An engineering team improves one university’s cooling and heating efficiency by focusing on several buildings’ impact on the distribution network.
A recent retrofit of the cooling and heating system at the Lakeshore Campus of Chicago’s Loyola University demonstrates how a holistic approach to configuring such a system at an operation consisting of multiple buildings can provide a tremendous boost to efficiency at a minimal cost.
The 100-year-old campus, which serves about 7,500 students, has more than 50 buildings, including the library and sports center, spread throughout 100 acres on the city’s north side. Like many multifacility properties, it has experienced incremental construction of buildings and campuswide infrastructures throughout the years. As is often the case on such a property, the construction was done in piecemeal fashion by various contractors and within budgetary constraints at various times. The result, an architectural consultant for Loyola notes, was a campus-wide HVAC system that operated with less-than-ideal efficiency and thus generated higher-than-necessary energy costs.

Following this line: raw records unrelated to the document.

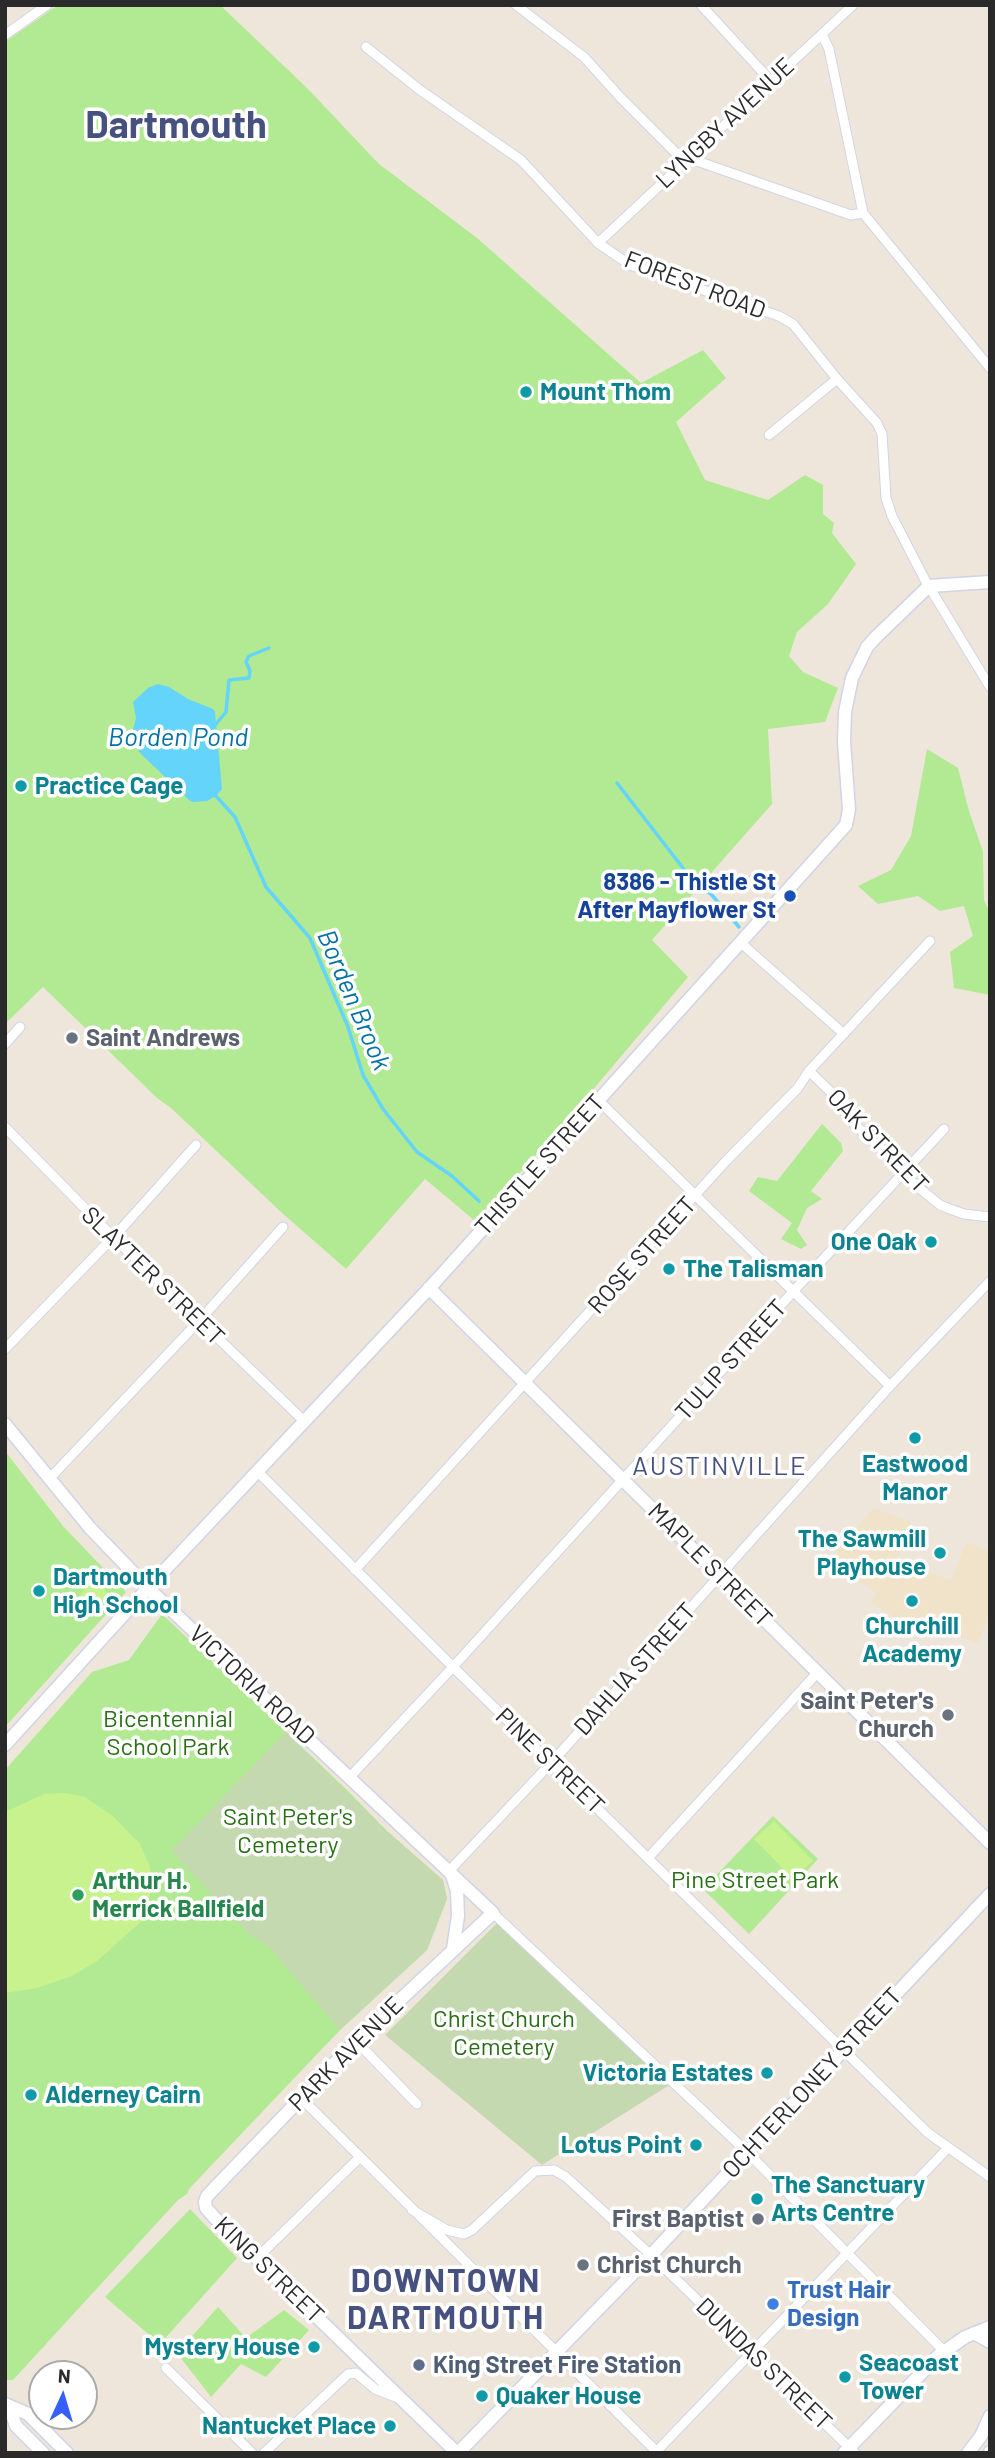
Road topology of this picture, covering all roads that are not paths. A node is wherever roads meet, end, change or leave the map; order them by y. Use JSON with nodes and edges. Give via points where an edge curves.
{"nodes":[{"id":1,"x":47,"y":5,"type":"edge"},
{"id":2,"x":516,"y":5,"type":"edge"},
{"id":3,"x":701,"y":5,"type":"edge"},
{"id":4,"x":853,"y":5,"type":"edge"},
{"id":5,"x":822,"y":34,"type":"junction"},
{"id":6,"x":5,"y":35,"type":"edge"},
{"id":7,"x":366,"y":47,"type":"dead end"},
{"id":8,"x":770,"y":80,"type":"junction"},
{"id":9,"x":687,"y":159,"type":"junction"},
{"id":10,"x":863,"y":213,"type":"junction"},
{"id":11,"x":598,"y":243,"type":"junction"},
{"id":12,"x":990,"y":368,"type":"edge"},
{"id":13,"x":837,"y":379,"type":"junction"},
{"id":14,"x":769,"y":435,"type":"dead end"},
{"id":15,"x":990,"y":582,"type":"edge"},
{"id":16,"x":929,"y":586,"type":"junction"},
{"id":17,"x":990,"y":687,"type":"edge"},
{"id":18,"x":930,"y":942,"type":"dead end"},
{"id":19,"x":741,"y":943,"type":"junction"},
{"id":20,"x":20,"y":1027,"type":"dead end"},
{"id":21,"x":844,"y":1034,"type":"junction"},
{"id":22,"x":5,"y":1044,"type":"edge"},
{"id":23,"x":809,"y":1071,"type":"junction"},
{"id":24,"x":598,"y":1100,"type":"junction"},
{"id":25,"x":5,"y":1127,"type":"edge"},
{"id":26,"x":944,"y":1129,"type":"dead end"},
{"id":27,"x":196,"y":1145,"type":"dead end"},
{"id":28,"x":905,"y":1171,"type":"junction"},
{"id":29,"x":696,"y":1195,"type":"junction"},
{"id":30,"x":990,"y":1217,"type":"edge"},
{"id":31,"x":283,"y":1227,"type":"dead end"},
{"id":32,"x":113,"y":1237,"type":"junction"},
{"id":33,"x":990,"y":1281,"type":"edge"},
{"id":34,"x":429,"y":1288,"type":"junction"},
{"id":35,"x":793,"y":1292,"type":"junction"},
{"id":36,"x":199,"y":1321,"type":"junction"},
{"id":37,"x":5,"y":1349,"type":"edge"},
{"id":38,"x":526,"y":1383,"type":"junction"},
{"id":39,"x":890,"y":1386,"type":"junction"},
{"id":40,"x":305,"y":1422,"type":"junction"},
{"id":41,"x":5,"y":1424,"type":"edge"},
{"id":42,"x":258,"y":1472,"type":"junction"},
{"id":43,"x":50,"y":1478,"type":"junction"},
{"id":44,"x":623,"y":1478,"type":"junction"},
{"id":45,"x":355,"y":1570,"type":"junction"},
{"id":46,"x":720,"y":1574,"type":"junction"},
{"id":47,"x":148,"y":1588,"type":"junction"},
{"id":48,"x":453,"y":1667,"type":"junction"},
{"id":49,"x":818,"y":1672,"type":"junction"},
{"id":50,"x":5,"y":1745,"type":"edge"},
{"id":51,"x":552,"y":1762,"type":"junction"},
{"id":52,"x":349,"y":1777,"type":"junction"},
{"id":53,"x":990,"y":1843,"type":"edge"},
{"id":54,"x":648,"y":1858,"type":"junction"},
{"id":55,"x":451,"y":1873,"type":"junction"},
{"id":56,"x":990,"y":1894,"type":"edge"},
{"id":57,"x":493,"y":1913,"type":"junction"},
{"id":58,"x":453,"y":1949,"type":"junction"},
{"id":59,"x":356,"y":2041,"type":"junction"},
{"id":60,"x":843,"y":2049,"type":"junction"},
{"id":61,"x":301,"y":2098,"type":"junction"},
{"id":62,"x":417,"y":2104,"type":"dead end"},
{"id":63,"x":948,"y":2148,"type":"junction"},
{"id":64,"x":747,"y":2152,"type":"junction"},
{"id":65,"x":359,"y":2158,"type":"junction"},
{"id":66,"x":990,"y":2177,"type":"edge"},
{"id":67,"x":205,"y":2202,"type":"joint"},
{"id":68,"x":412,"y":2210,"type":"junction"},
{"id":69,"x":848,"y":2254,"type":"junction"},
{"id":70,"x":651,"y":2255,"type":"junction"},
{"id":71,"x":257,"y":2258,"type":"junction"},
{"id":72,"x":990,"y":2327,"type":"edge"},
{"id":73,"x":974,"y":2333,"type":"junction"},
{"id":74,"x":990,"y":2342,"type":"edge"},
{"id":75,"x":944,"y":2350,"type":"junction"},
{"id":76,"x":556,"y":2353,"type":"junction"},
{"id":77,"x":752,"y":2353,"type":"junction"},
{"id":78,"x":166,"y":2368,"type":"dead end"},
{"id":79,"x":398,"y":2398,"type":"junction"},
{"id":80,"x":6,"y":2408,"type":"edge"},
{"id":81,"x":990,"y":2416,"type":"edge"},
{"id":82,"x":986,"y":2437,"type":"edge"},
{"id":83,"x":849,"y":2451,"type":"edge"},
{"id":84,"x":656,"y":2452,"type":"edge"},
{"id":85,"x":43,"y":2453,"type":"edge"},
{"id":86,"x":67,"y":2453,"type":"edge"},
{"id":87,"x":252,"y":2453,"type":"edge"},
{"id":88,"x":264,"y":2453,"type":"edge"},
{"id":89,"x":458,"y":2453,"type":"edge"},
{"id":90,"x":968,"y":2453,"type":"edge"}],
"edges":[{"from":1,"to":6,"type":"street"},
{"from":2,"to":9,"type":"street","via":[[584,57],[671,149]]},
{"from":3,"to":8,"type":"street"},
{"from":4,"to":5,"type":"street","name":"LYNGBY AVENUE"},
{"from":5,"to":8,"type":"street","name":"LYNGBY AVENUE"},
{"from":5,"to":10,"type":"street"},
{"from":7,"to":11,"type":"street","name":"FOREST ROAD","via":[[521,160]]},
{"from":8,"to":9,"type":"street","name":"LYNGBY AVENUE"},
{"from":9,"to":10,"type":"street","via":[[851,215]]},
{"from":9,"to":11,"type":"street","name":"LYNGBY AVENUE"},
{"from":10,"to":12,"type":"street"},
{"from":11,"to":13,"type":"street","name":"FOREST ROAD","via":[[630,265],[787,320]]},
{"from":13,"to":14,"type":"street"},
{"from":13,"to":16,"type":"street","name":"FOREST ROAD","via":[[880,428],[888,505]]},
{"from":15,"to":16,"type":"main road"},
{"from":16,"to":17,"type":"street","name":"FOREST ROAD"},
{"from":16,"to":19,"type":"main road","name":"THISTLE STREET","via":[[876,636],[852,678],[845,712],[846,825]]},
{"from":18,"to":21,"type":"street","name":"ROSE STREET"},
{"from":19,"to":21,"type":"street"},
{"from":19,"to":24,"type":"main road","name":"THISTLE STREET"},
{"from":20,"to":22,"type":"street"},
{"from":21,"to":23,"type":"street","name":"ROSE STREET"},
{"from":23,"to":28,"type":"street","name":"OAK STREET","via":[[853,1122]]},
{"from":23,"to":29,"type":"street","name":"ROSE STREET"},
{"from":24,"to":29,"type":"street"},
{"from":24,"to":34,"type":"main road","name":"THISTLE STREET"},
{"from":25,"to":32,"type":"street","name":"SLAYTER STREET"},
{"from":26,"to":28,"type":"street","name":"TULIP STREET"},
{"from":27,"to":32,"type":"street"},
{"from":28,"to":30,"type":"street","name":"OAK STREET","via":[[940,1205]]},
{"from":28,"to":35,"type":"street","name":"TULIP STREET"},
{"from":29,"to":35,"type":"street"},
{"from":29,"to":38,"type":"street","name":"ROSE STREET"},
{"from":31,"to":36,"type":"street"},
{"from":32,"to":36,"type":"street","name":"SLAYTER STREET"},
{"from":32,"to":37,"type":"street"},
{"from":33,"to":39,"type":"street","name":"DAHLIA STREET"},
{"from":34,"to":38,"type":"main road","name":"MAPLE STREET"},
{"from":34,"to":40,"type":"main road","name":"THISTLE STREET"},
{"from":35,"to":39,"type":"street"},
{"from":35,"to":44,"type":"street","name":"TULIP STREET"},
{"from":36,"to":40,"type":"street","name":"SLAYTER STREET"},
{"from":36,"to":43,"type":"street"},
{"from":38,"to":44,"type":"main road","name":"MAPLE STREET"},
{"from":38,"to":45,"type":"street","name":"ROSE STREET"},
{"from":39,"to":46,"type":"street","name":"DAHLIA STREET"},
{"from":40,"to":42,"type":"main road","name":"THISTLE STREET"},
{"from":41,"to":43,"type":"main road","name":"VICTORIA ROAD"},
{"from":42,"to":45,"type":"street","name":"PINE STREET"},
{"from":42,"to":47,"type":"main road","name":"THISTLE STREET"},
{"from":43,"to":47,"type":"main road","name":"VICTORIA ROAD"},
{"from":44,"to":46,"type":"main road","name":"MAPLE STREET"},
{"from":44,"to":48,"type":"street","name":"TULIP STREET"},
{"from":45,"to":48,"type":"street","name":"PINE STREET"},
{"from":46,"to":49,"type":"main road","name":"MAPLE STREET"},
{"from":46,"to":51,"type":"street","name":"DAHLIA STREET"},
{"from":47,"to":50,"type":"main road","name":"THISTLE STREET"},
{"from":47,"to":52,"type":"main road","name":"VICTORIA ROAD"},
{"from":48,"to":51,"type":"street","name":"PINE STREET"},
{"from":48,"to":52,"type":"street","name":"TULIP STREET"},
{"from":49,"to":53,"type":"main road","name":"MAPLE STREET"},
{"from":49,"to":54,"type":"street"},
{"from":51,"to":54,"type":"street","name":"PINE STREET"},
{"from":51,"to":55,"type":"street","name":"DAHLIA STREET"},
{"from":52,"to":55,"type":"main road","name":"VICTORIA ROAD"},
{"from":54,"to":60,"type":"street","name":"PINE STREET"},
{"from":55,"to":57,"type":"main road","name":"VICTORIA ROAD"},
{"from":55,"to":58,"type":"main road","via":[[458,1916]]},
{"from":56,"to":60,"type":"main road","name":"OCHTERLONEY STREET"},
{"from":57,"to":58,"type":"main road","name":"PARK AVENUE"},
{"from":57,"to":64,"type":"street","name":"VICTORIA ROAD"},
{"from":58,"to":59,"type":"main road","name":"PARK AVENUE"},
{"from":59,"to":61,"type":"main road","name":"PARK AVENUE"},
{"from":59,"to":62,"type":"street"},
{"from":60,"to":63,"type":"street","name":"PINE STREET"},
{"from":60,"to":64,"type":"main road","name":"OCHTERLONEY STREET"},
{"from":61,"to":65,"type":"street"},
{"from":61,"to":67,"type":"main road","name":"PARK AVENUE"},
{"from":63,"to":66,"type":"street","name":"PINE STREET"},
{"from":63,"to":69,"type":"street"},
{"from":64,"to":69,"type":"street","name":"VICTORIA ROAD"},
{"from":64,"to":70,"type":"main road","name":"OCHTERLONEY STREET"},
{"from":65,"to":68,"type":"street"},
{"from":65,"to":71,"type":"street"},
{"from":67,"to":71,"type":"main road","name":"KING STREET","via":[[214,2217]]},
{"from":68,"to":70,"type":"street","name":"DUNDAS STREET","via":[[464,2234],[535,2171],[554,2170]]},
{"from":68,"to":76,"type":"street"},
{"from":69,"to":75,"type":"street","name":"VICTORIA ROAD"},
{"from":69,"to":77,"type":"street"},
{"from":70,"to":76,"type":"main road","name":"OCHTERLONEY STREET"},
{"from":70,"to":77,"type":"street","name":"DUNDAS STREET"},
{"from":71,"to":79,"type":"main road","name":"KING STREET"},
{"from":72,"to":73,"type":"main road"},
{"from":73,"to":74,"type":"main road"},
{"from":73,"to":75,"type":"main road"},
{"from":75,"to":83,"type":"main road"},
{"from":76,"to":84,"type":"street"},
{"from":76,"to":89,"type":"main road","name":"OCHTERLONEY STREET"},
{"from":77,"to":83,"type":"street","name":"DUNDAS STREET"},
{"from":77,"to":84,"type":"street"},
{"from":78,"to":87,"type":"street"},
{"from":79,"to":88,"type":"street","via":[[351,2373]]},
{"from":79,"to":89,"type":"main road","name":"KING STREET"},
{"from":80,"to":85,"type":"main road","via":[[16,2426]]},
{"from":80,"to":86,"type":"main road","via":[[28,2414]]},
{"from":81,"to":82,"type":"main road"},
{"from":82,"to":90,"type":"main road"}]}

Nancy Hamill Governale, owner of architectural firm Facilities Research and director of facilities and adjunct faculty member at the Illinois Institute of Technology (IIT), says that she found out about opportunities for efficiency improvements at Loyola through a chance meeting with the university’s vice president of facilities back in 2000. “We started talking about some of the energy conservation work that I was doing at IIT at the time, and we felt that it was really a good fit that I start consulting up at Loyola—Loyola was actually my first assignment,” Hamill Governale notes, regarding the founding of the consulting firm.
“Nancy’s a very interesting woman; she’s not like any other architect I’ve ever met. She’s extremely mechanically oriented and inclined and extremely knowledgeable about energy,” says Charlie McLauchlan, president of Delta Controls Chicago, which supplied control systems and engineering for the reconfiguration of the HVAC distribution network for Loyola. The team consisted of Delta Controls Chicago and Elara Engineering of Hillside, IL, which was retained for mechanical and electrical engineering services on the project.

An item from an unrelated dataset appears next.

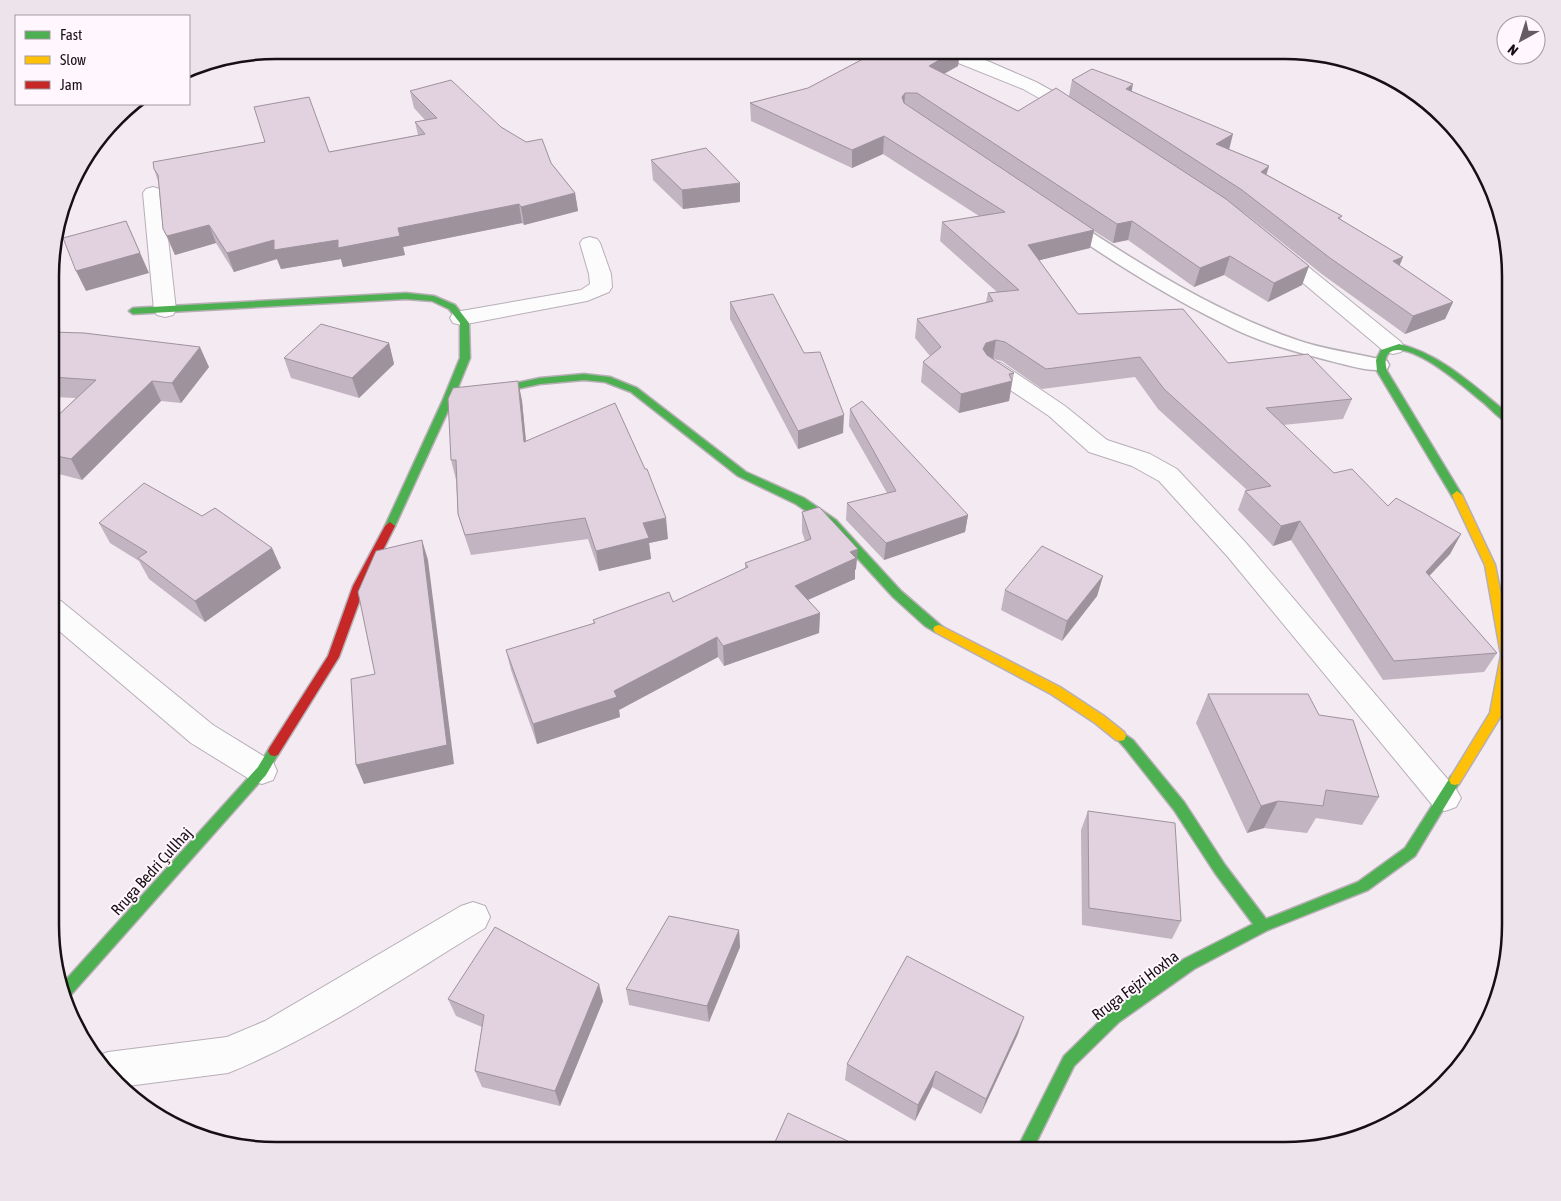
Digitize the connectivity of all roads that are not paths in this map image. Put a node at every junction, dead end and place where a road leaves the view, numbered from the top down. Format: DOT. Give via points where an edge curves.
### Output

Energy audits of both the Water Tower (downtown) campus and the Lakeshore campus were the first instance of Facilities Research’s approach to consulting. Because energy costs were extremely high at both campuses and it would be impossible to rectify the situation in one fell swoop, “I wanted to put together more of a package that would allow a facilities group to implement projects on an ongoing basis,” says Hamill Governale. Wayne Sliwa, senior project manager with Loyola, worked with Hamill Governale in developing a project-specific matrix that the University could implement over time according to available funds.
One study that Hamill Governale oversaw was whether or not the Lakeshore campus’ existing chiller plant was operating at optimal energy efficiency while supplying chilled water to nine of the largest existing academic and athletics buildings and would do the same for some new buildings that would be added to the campus in the future. An upgrade of the existing chiller plant and chilled-water distribution network eliminated the need for Loyola to have a new $750,000 underground pipe network constructed, saving the university about $30,000 in energy costs every month, and winning a First Place Engineering Excellence Award from the American Society of Heating, Refrigerating and Air-Conditioning Engineers, Illinois Chapter in 2003.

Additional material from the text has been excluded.